Un-e manifestant-e porte une pancarte en l'honneur de la date du 6 avril

Cet appel à manifester le 6 avril coïncide avec l'anniversaire de la révolution de 1985, qui a renversé le président de l’époque, Jafar Nimeri, qui était lui aussi arrivé au pouvoir par un coup d’Etat militaire. Le 6 avril est également la date historique du début du sit-in à Khartoum durant la révolution de 2019, devant l'état-major de l'armée sur la place d'Al-Qyada (voir notre article sur le sit-in d'Al-Qyada). Après des mois de mobilisation, ce sit-in dans le centre de la capitale a été décisif dans la chute du président déchu Omar el-Béchir, qui a cédé le pouvoir le 11 avril 2019, après un règne de 30 ans.

Depuis le coup d'État du 25 octobre 2021 qui a mis un terme aux acquis de la révolution, les mobilisations ont repris, exigeant à nouveau la chute du régime et le départ militaire. L'armée de son côté a resserré son emprise sur le pays, et violemment réprimé les manifestant-e-s, qui ont affronté les balles réelles et ont été la cible de campagnes d’arrestations : jusqu'à présent, 93 personnes ont été tuées et des centaines blessées lors des manifestations anti-coup d'État selon le syndicat des médecins. Malgré cela, les Soudanais-e-s n’ont rien lâché et les manifestations ont continué jusqu’à aujourd’hui.

La date du 6 avril 2022 éveille donc naturellement beaucoup d’espoir pour les Soudanais-e-s qui espèrent que cette date symbolique de l’anniversaire des deux précédentes révolutions leur apportera à nouveau la victoire dans leur lutte pour la démocratie et le gouvernement civil.

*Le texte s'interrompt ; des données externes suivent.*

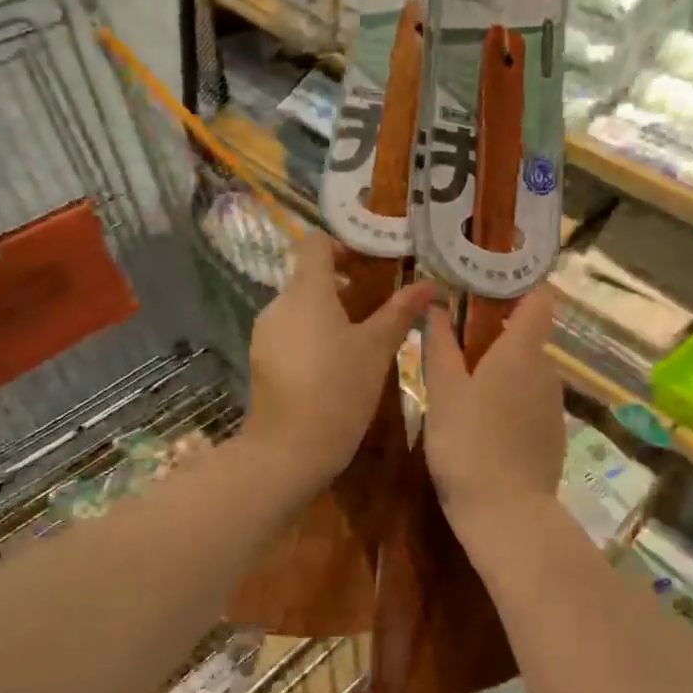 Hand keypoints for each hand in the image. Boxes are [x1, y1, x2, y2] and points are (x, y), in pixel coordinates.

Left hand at [247, 231, 433, 483]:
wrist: (289, 449)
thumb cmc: (339, 389)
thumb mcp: (377, 349)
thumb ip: (400, 312)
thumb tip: (430, 284)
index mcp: (307, 291)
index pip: (317, 244)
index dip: (345, 246)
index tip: (373, 264)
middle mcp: (279, 304)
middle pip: (310, 277)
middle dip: (344, 284)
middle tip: (379, 303)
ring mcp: (266, 333)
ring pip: (300, 308)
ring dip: (329, 312)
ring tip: (362, 338)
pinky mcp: (262, 360)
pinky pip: (290, 333)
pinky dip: (313, 336)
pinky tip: (336, 365)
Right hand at [422, 289, 564, 533]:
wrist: (507, 514)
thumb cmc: (468, 443)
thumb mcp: (444, 391)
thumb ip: (439, 344)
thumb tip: (435, 304)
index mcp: (522, 351)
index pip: (538, 297)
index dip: (517, 284)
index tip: (484, 282)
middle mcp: (547, 370)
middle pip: (527, 334)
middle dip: (494, 330)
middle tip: (453, 337)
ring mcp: (553, 404)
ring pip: (527, 370)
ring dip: (500, 367)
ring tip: (461, 382)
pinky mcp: (552, 433)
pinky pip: (530, 400)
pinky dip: (509, 397)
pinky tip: (482, 420) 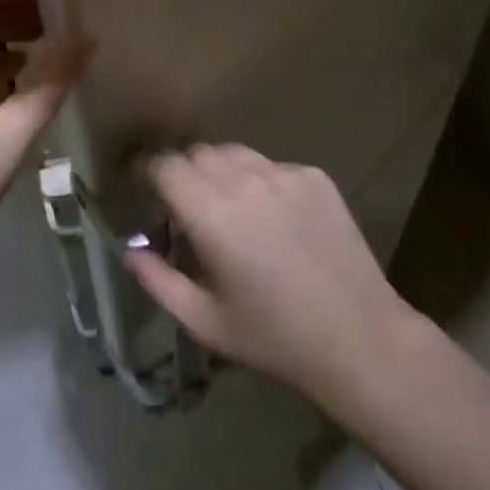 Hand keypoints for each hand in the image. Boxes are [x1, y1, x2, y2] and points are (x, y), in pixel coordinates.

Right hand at [125, 144, 415, 402]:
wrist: (359, 338)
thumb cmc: (274, 337)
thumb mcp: (206, 323)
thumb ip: (159, 281)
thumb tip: (130, 249)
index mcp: (211, 212)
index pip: (165, 163)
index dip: (148, 166)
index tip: (140, 178)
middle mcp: (243, 179)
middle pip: (196, 151)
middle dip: (182, 169)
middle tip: (184, 201)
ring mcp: (282, 172)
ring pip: (234, 152)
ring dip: (220, 169)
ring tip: (228, 205)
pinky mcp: (312, 174)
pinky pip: (272, 166)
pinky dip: (261, 182)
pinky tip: (274, 219) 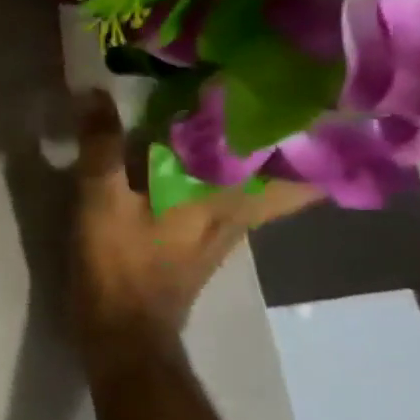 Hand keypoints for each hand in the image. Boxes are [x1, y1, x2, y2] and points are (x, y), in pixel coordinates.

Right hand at [70, 90, 318, 370]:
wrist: (123, 330)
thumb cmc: (120, 264)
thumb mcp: (100, 200)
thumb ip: (101, 146)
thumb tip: (93, 89)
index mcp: (226, 197)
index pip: (300, 166)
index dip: (323, 131)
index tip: (326, 89)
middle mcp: (239, 212)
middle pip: (291, 175)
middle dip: (297, 138)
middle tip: (287, 92)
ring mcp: (225, 229)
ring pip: (263, 186)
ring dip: (264, 153)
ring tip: (250, 112)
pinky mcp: (203, 239)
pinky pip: (233, 196)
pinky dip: (230, 172)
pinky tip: (205, 153) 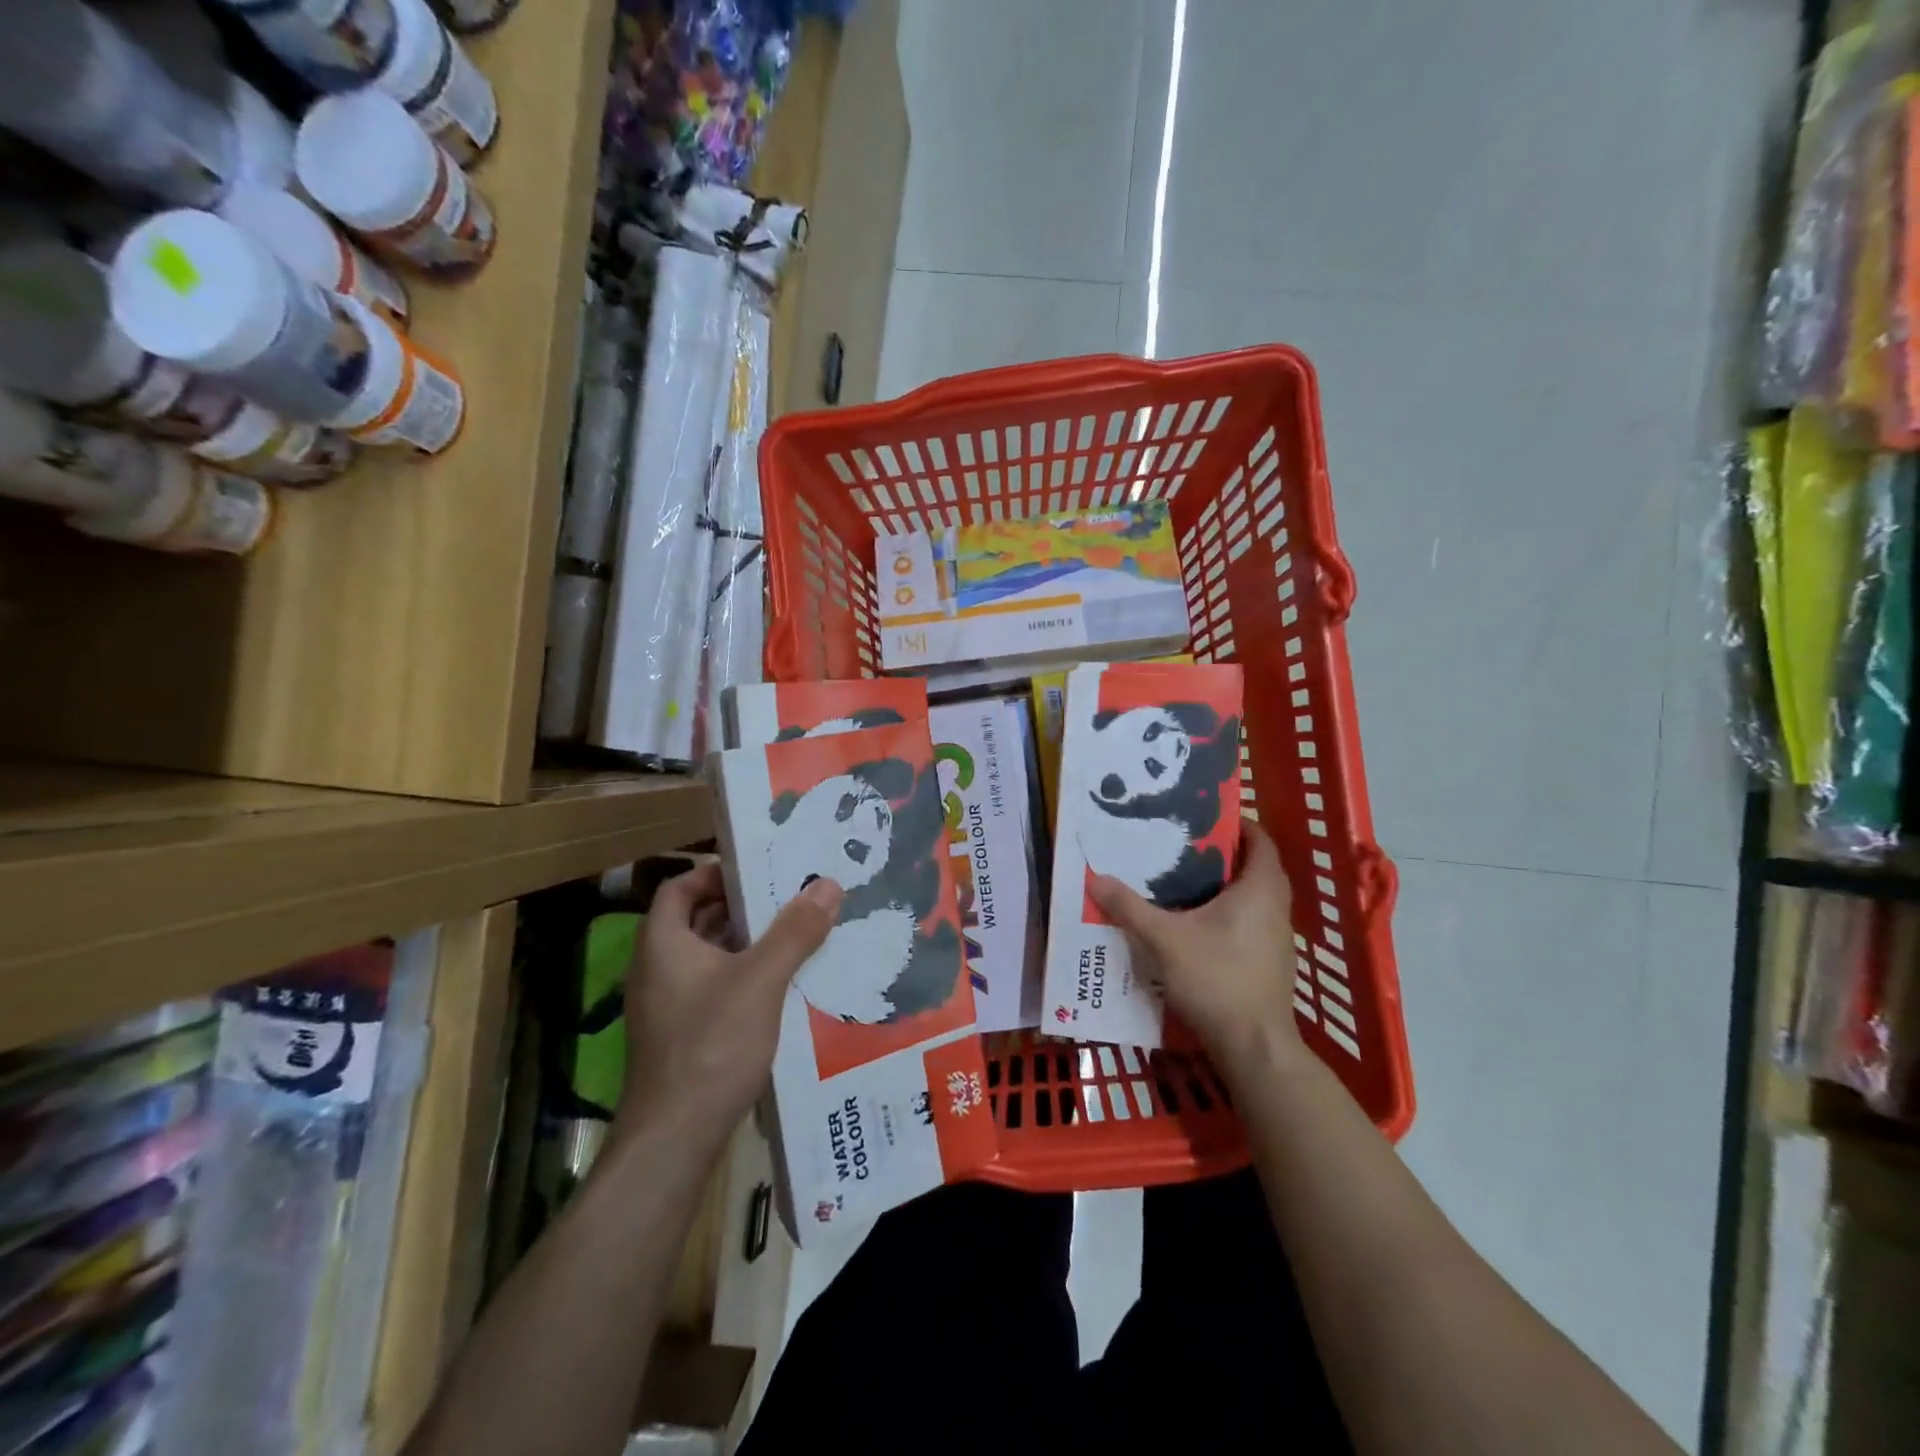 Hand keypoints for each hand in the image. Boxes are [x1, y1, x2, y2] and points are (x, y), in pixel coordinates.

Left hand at [617, 861, 842, 1147]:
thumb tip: (827, 883)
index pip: (681, 886)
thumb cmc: (711, 1046)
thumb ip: (794, 932)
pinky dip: (744, 976)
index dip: (716, 871)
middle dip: (743, 907)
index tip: (760, 869)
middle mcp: (658, 968)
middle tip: (790, 896)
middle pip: (698, 919)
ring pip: (709, 956)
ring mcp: (668, 1005)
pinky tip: (783, 985)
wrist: (674, 1140)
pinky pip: (714, 987)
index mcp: (663, 943)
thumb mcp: (761, 981)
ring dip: (747, 943)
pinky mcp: (681, 1035)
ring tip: (796, 933)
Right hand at [1090, 826, 1304, 1079]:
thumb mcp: (1165, 939)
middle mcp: (1275, 907)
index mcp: (1259, 890)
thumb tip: (1096, 878)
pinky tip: (1196, 923)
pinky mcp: (1270, 961)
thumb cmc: (1217, 979)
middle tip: (1185, 846)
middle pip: (1256, 867)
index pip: (1260, 841)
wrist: (1254, 1046)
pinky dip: (1229, 911)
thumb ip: (1130, 907)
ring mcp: (1277, 937)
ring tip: (1185, 880)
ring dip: (1227, 884)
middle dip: (1225, 854)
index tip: (1205, 817)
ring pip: (1254, 896)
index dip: (1238, 825)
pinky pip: (1251, 920) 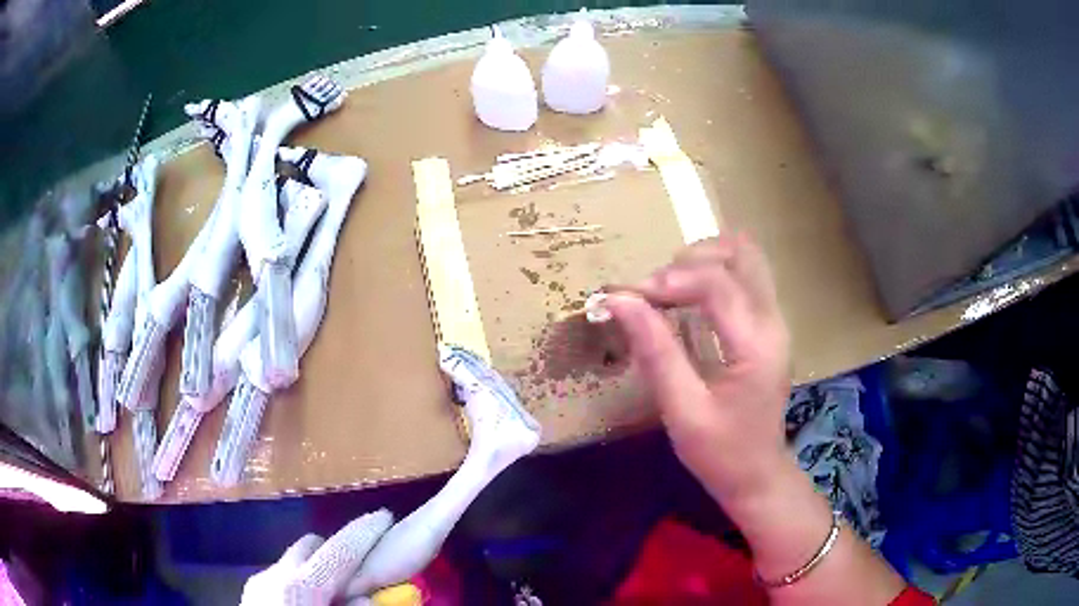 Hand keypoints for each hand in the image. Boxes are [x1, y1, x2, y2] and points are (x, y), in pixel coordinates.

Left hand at [240, 510, 392, 605]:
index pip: (338, 550)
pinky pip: (281, 576)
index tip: (385, 516)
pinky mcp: (251, 592)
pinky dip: (300, 582)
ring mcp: (259, 582)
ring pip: (295, 561)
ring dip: (318, 569)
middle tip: (359, 572)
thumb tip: (368, 599)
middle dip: (337, 551)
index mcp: (301, 587)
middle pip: (311, 545)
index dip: (364, 532)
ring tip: (333, 596)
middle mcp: (276, 575)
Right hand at [603, 233, 791, 507]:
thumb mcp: (683, 410)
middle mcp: (773, 321)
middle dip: (693, 257)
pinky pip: (744, 277)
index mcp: (756, 344)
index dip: (669, 280)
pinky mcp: (767, 326)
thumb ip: (655, 352)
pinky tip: (687, 299)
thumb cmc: (721, 453)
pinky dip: (713, 274)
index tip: (629, 297)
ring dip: (704, 261)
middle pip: (742, 252)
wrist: (758, 476)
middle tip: (656, 288)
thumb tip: (620, 301)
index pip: (717, 283)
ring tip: (668, 289)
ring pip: (746, 258)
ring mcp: (774, 321)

Un mouvement parti de l’ensemble du pays

Dans les différentes villes du Soudan, au cours des derniers jours, des appels ont été lancés dans les quartiers pour que les citoyen-ne-s participent à la manifestation du 6 avril. Les membres de comités de résistance (voir notre article sur les comités de résistance) ont organisé comme à leur habitude des cortèges de nuit où ils et elles ont déambulé dans les quartiers pour annoncer la date et l’heure de la prochaine manifestation. Ils et elles ont également utilisé les haut-parleurs dans les mosquées pour faire leurs annonces, et recouvert les équipements publics de tags et d’inscriptions annonçant la date et l’heure des manifestations.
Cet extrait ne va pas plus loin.